【8話】リリーナの喜び
「『美味しかった。また作ってくれ』、そう言われたのよ!」
どうやら、作戦はうまくいったようだ。
リヒトはホッと胸を撫で下ろす。
「クロードと知り合ってからもう十年になるけど、褒められたのはこれが初めてなの! あーもう、最高の気分よ!!」
胸の前でガッツポーズをしたリリーナは、ずいっと身を乗り出す。
大いに喜んでいるのが、よく伝わってくる。
勢いに若干圧されながらも、よかったな、とリヒトは声をかけた。
「今回の件で私は確信したの! あんたとなら絶対うまくいくって!!」
自信に満ちたリリーナの視線が、リヒトをまっすぐに射貫く。
「これからは、放課後毎日ここに集合ね! バンバン恋愛相談して、ジャンジャン作戦を実行! とっととクロードとくっつくんだから!」
「……いや、そこまでする必要はないだろ」
信用してくれたこと、そしてやる気になってくれたことは嬉しい。
闇堕ちの回避へ、これでグッと近づいたことだろう。
しかし、毎日集まる必要はないような気がする。
必要なタイミングで、都度集まればいいだけの話だ。
「はあ? 元はと言えばあんたが、サポートさせろ、って脅してきたんじゃない。私、ものすごく怖かったんだからね!」
「嘘つけ。まったく怖がってなかっただろ」
「とにかく! 自分から言い出したことには、ちゃんと責任取りなさいよ!」
「……分かったよ」
そう言われてしまえば、何も言い返せない。
リリーナの強引な提案に、リヒトはしぶしぶ頷いた。
******
放課後、旧校舎の空き部屋に集まって、リリーナの一日の出来事を聞く。
そんな毎日が始まってから、二週間が経過していた。
リリーナは、それはもう毎日楽しそうに報告してきた。
クロードに話しかけても、以前のようにあしらわれることはもうないらしい。
むしろ、紳士的な優しい対応をしてくれるのだとか。
しかも最近では、クロードの方から話しかけてくることもあるらしい。
とてもいい傾向だ。
マイナスだった好感度が、手作り弁当の件を境に、プラスに転じ始めたのだろう。
「よし、次の作戦だ」
丸テーブルに座るリヒトがそう告げると、向かいのリリーナは含みのある笑みを浮かべた。
待ってました、と言わんばかりだ。
「次は食事に誘ってみよう。好きな人と一緒に食事をするっていうのは、ド定番のシチュエーションだからな。今のお前の好感度なら、クロードも誘いに応じてくれるはずだ」
「なるほどね」
「手料理は前にやったし、今度は外食に挑戦してみるか」
「分かったわ。それで、どこの店にいけばいいの?」
「……それはまだだ。少し時間をくれ」
どこで外食すればクロードの好感度が上がるか――そんな情報は、マジカルラブ・シンフォニックには出てこなかった。

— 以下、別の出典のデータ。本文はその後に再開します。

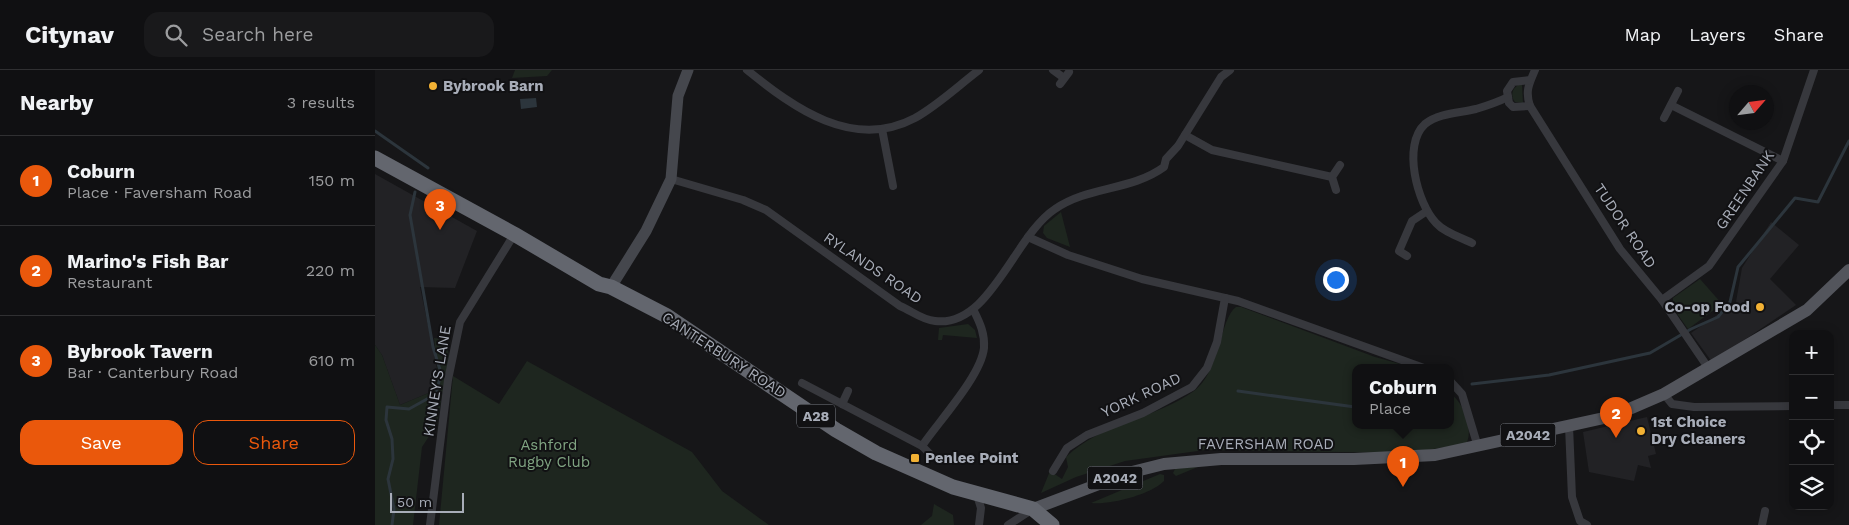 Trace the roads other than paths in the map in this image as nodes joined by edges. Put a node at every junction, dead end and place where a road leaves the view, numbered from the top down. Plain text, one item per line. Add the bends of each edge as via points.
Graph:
1 (688, 70) edge
2 (747, 70) edge
3 (979, 70) edge
4 (1053, 70) edge
5 (1230, 70) edge
6 (1535, 70) edge
7 (1814, 70) edge
8 (1064, 78) dead end
9 (1530, 80) junction
10 (1677, 91) dead end
11 (1508, 97) junction
12 (1671, 105) junction
13 (1530, 106) junction
14 (1664, 118) dead end
15 (883, 129) junction
16 (1185, 135) junction
17 (375, 152) edge
18 (375, 158) edge
19 (1783, 161) junction
20 (1340, 165) dead end
21 (1332, 177) junction
22 (671, 179) junction
23 (893, 186) dead end
24 (1336, 190) dead end
25 (1427, 211) junction
26 (516, 231) junction
27 (1028, 237) junction
28 (1472, 243) dead end
29 (1407, 256) dead end
30 (1849, 270) edge
31 (611, 287) junction
32 (1225, 298) junction
33 (1662, 300) junction
34 (974, 311) junction
35 (1413, 364) edge
36 (1709, 369) junction
37 (802, 383) dead end
38 (1454, 385) edge
39 (848, 391) dead end
40 (1665, 394) junction
41 (841, 404) junction
42 (1849, 404) edge
43 (1834, 405) edge
44 (1789, 406) edge
45 (1569, 426) junction
46 (922, 446) junction
47 (1478, 447) junction
48 (933, 457) dead end
49 (1053, 471) dead end
50 (977, 495) junction
51 (1033, 509) junction
52 (1765, 511) dead end
53 (430, 525) edge
54 (979, 525) edge
55 (1008, 525) edge
56 (1052, 525) edge
57 (1587, 525) edge
58 (1762, 525) edge

1 - 22 street via 677,96
2 - 15 street via 823,122 841,128
3 - 15 street via 914,118
4 - 8 street
5 - 16 street via 1221,77
6 - 9 street
7 - 19 street, GREENBANK
9 - 11 street via 1513,82 1507,90
9 - 13 street, TUDOR ROAD via 1527,92
10 - 12 street
11 - 13 street via 1513,107
11 - 25 street via 1477,109 1439,117 1419,132 1413,163
12 - 14 street
12 - 19 street
13 - 33 street, TUDOR ROAD via 1621,249
15 - 23 street
16 - 21 street via 1212,150
16 - 27 street via 1166,159 1164,168 1155,174 1126,186 1079,196 1040,219
17 - 26 highway, CANTERBURY ROAD / A28 via 451,190
18 - 26 highway, CANTERBURY ROAD / A28
19 - 33 street, GREENBANK via 1709,266
20 - 21 street
21 - 24 street
22 - 31 street via 646,231
22 - 34 street, RYLANDS ROAD via 766,210 874,289 923,318 954,320
25 - 28 street via 1447,232
25 - 29 street via 1412,222 1399,251
26 - 31 highway, CANTERBURY ROAD / A28 via 597,272
26 - 53 street, KINNEY'S LANE via 460,322 448,380
27 - 32 street via 1068,255 1142,279
27 - 34 street
30 - 36 main road, FAVERSHAM ROAD / A2042 via 1807,310
31 - 50 highway, CANTERBURY ROAD / A28 via 667,316 836,430 909,468
32 - 35 street
32 - 49 street, YORK ROAD via 1217,342 1207,368 1192,387 1087,435 1067,448
33 - 36 street, TUDOR ROAD
34 - 46 street via 983,335 984,347 979,366
36 - 40 main road, FAVERSHAM ROAD / A2042
37 - 41 street
38 - 47 street via 1462,394
39 - 41 street
40 - 44 street via 1671,404 1694,407
40 - 45 main road, FAVERSHAM ROAD / A2042 via 1613,416
41 - 46 street
42 - 43 street
45 - 47 main road, FAVERSHAM ROAD / A2042
45 - 57 street via 1572,498 1580,521
46 - 48 street
47 - 51 main road, FAVERSHAM ROAD / A2042 via 1394,458 1221,459 1164,464
50 - 51 highway, CANTERBURY ROAD / A28
50 - 54 street via 981,508
51 - 55 street
51 - 56 highway, CANTERBURY ROAD / A28
52 - 58 street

ゲームの知識が使えないとなれば、手探りで見つける必要がある。
翌日、正午。
中庭のベンチで、リヒトはステラお手製の弁当を味わっていた。
「うん、今日の弁当も最高だ!」
「ありがとうございます」
リヒトの隣に座っているステラが、楽しそうに笑う。
見ていて気持ちの良い笑顔だ。
これを見るだけで、元気がモリモリ湧いてくる。
「ステラ、明日って予定は空いているか?」
明日は、週に一日だけ設けられた学園の週休日。
遊びや、はたまたデートにでも誘うような口火の切り方をしたリヒトだったが、そうではない。
「いえ、特に決まってません」
「頼みがあるんだけどさ。俺と一緒に飲食店をいくつか回ってくれないかな? ステラの感想を聞きたいんだ。俺の……友達から、初デートにおすすめの店はないか、って相談されちまってな」
クロードの好感度を上げられるような外食店を探しているリヒトは、ステラの協力を仰ぐことにした。
こういうことを決めるときは自分だけでなく、他の人の意見も取り入れた方がいいのでは。
そう思っての行動だ。
けど、理由はそれだけじゃない。
食べることが大好き、という可愛らしい設定がステラにはある。
色々な場所で食事できるとなれば、喜んでくれるかもしれない。
日頃、美味しい昼食を作って貰っている感謝を、リヒトは少しでも返したいのだ。
「もしよかったらどうかな?」
「私でよければ、ぜひ!」
ステラは笑顔で快諾してくれた。
大いに喜んでいるようなその眩しい笑みは、純朴で可愛らしい。
リヒトはやはりドキッとしてしまう。